Uterine fibroids are noncancerous growths of the uterus that often appear during childbearing years.
July is Uterine Fibroid Awareness Month. This month is an opportunity for women (and men) to learn about a condition that can be debilitating for women. In 2008, in my late 20’s, I received the diagnosis that I had large-sized fibroids that needed to be removed. Only one option was presented for their removal, a myomectomy. An OB-GYN was recommended to me by a close friend to remove the fibroids. The doctor took great care with me and protected my future chances of having children.

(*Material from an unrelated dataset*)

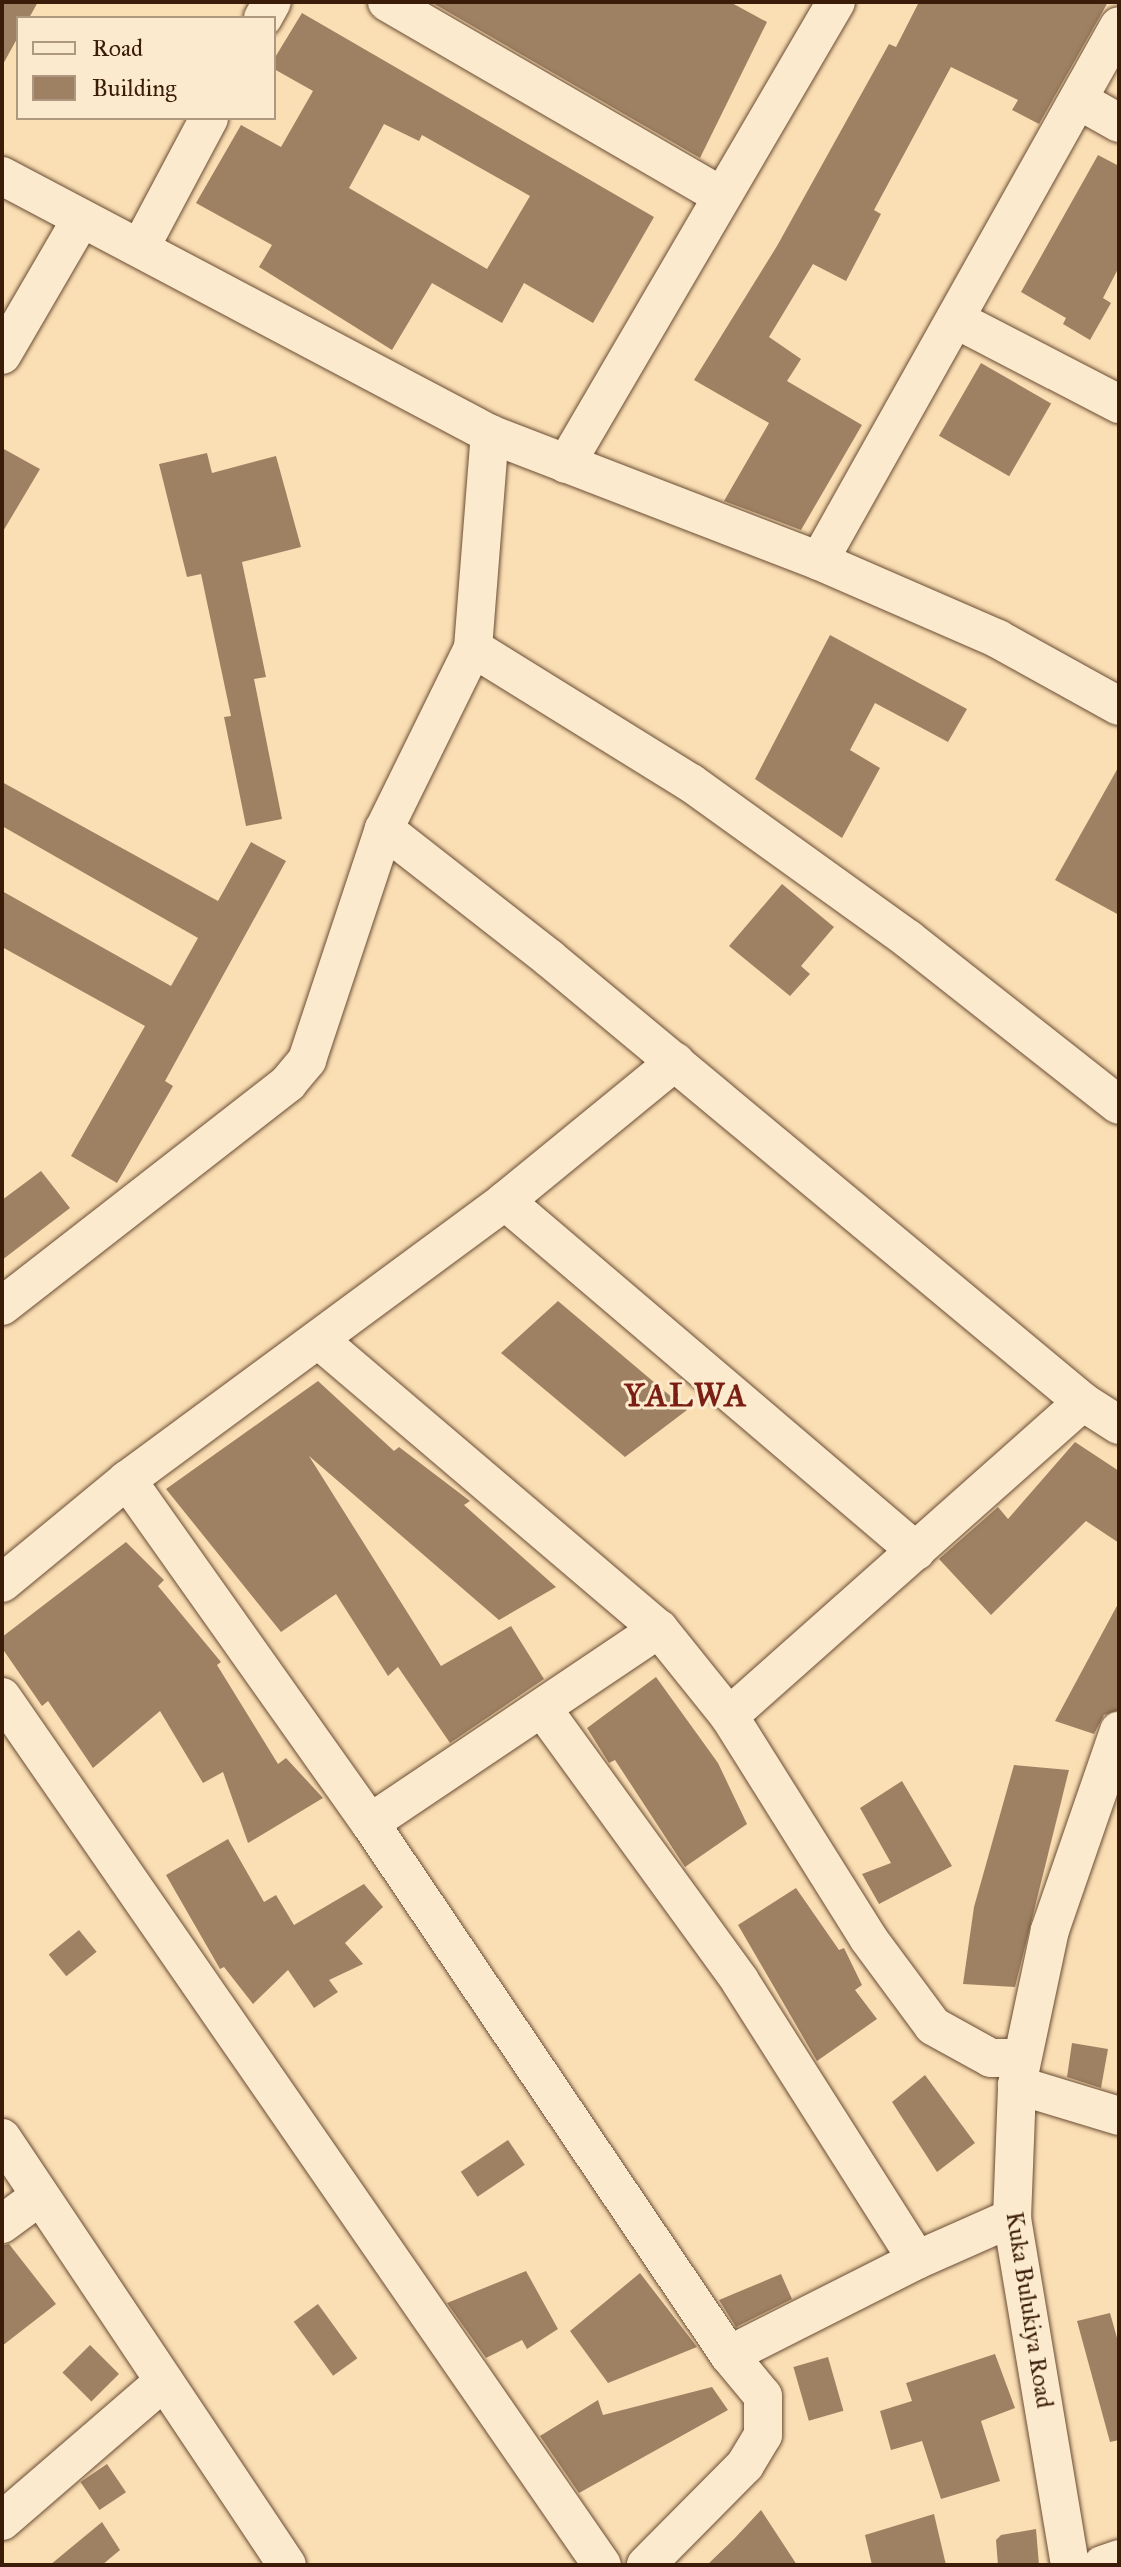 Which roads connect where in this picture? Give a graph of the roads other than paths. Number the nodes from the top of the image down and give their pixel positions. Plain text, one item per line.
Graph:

In less than five years, my symptoms of fibroids returned. Heavy and frequent menstrual cycles, and cycles lasting 7 days or more plagued me for months. Being new to Houston, I found an OB-GYN who recommended a less invasive procedure to remove the fibroids, a hysteroscopy. Unfortunately, the procedure was unsuccessful in removing a significant amount of the fibroids. I was recommended to a fertility specialist who could remove my fibroids and protect my fertility. Less than 6 months after I was married, my second set of fibroids were removed via another myomectomy. The second procedure and recovery was less straightforward and resulted in complications. However, after ten weeks of recovery, I was better. Within two and half years of my surgery I was pregnant with twins.
It’s been eight years since my second myomectomy and I am facing my third round of fibroids. I’m in my mid-forties and my symptoms are more disruptive. Heavier cycles, 25 days or less between cycles, long cycles lasting 7 days or more, and anemia are ongoing. My initial options were another myomectomy or a hysterectomy. However, the technological improvements gave me space to look into other options – laparoscopic surgery and uterine embolization.
I’ve landed on having an endometrial ablation. This procedure will burn the lining of my uterus and hopefully lessen or remove my menstrual cycle completely. My doctor gives me a seventy-five percent success rate for this procedure. If this procedure is less successful as predicted by my surgeon, a hysterectomy is in my future as a final option.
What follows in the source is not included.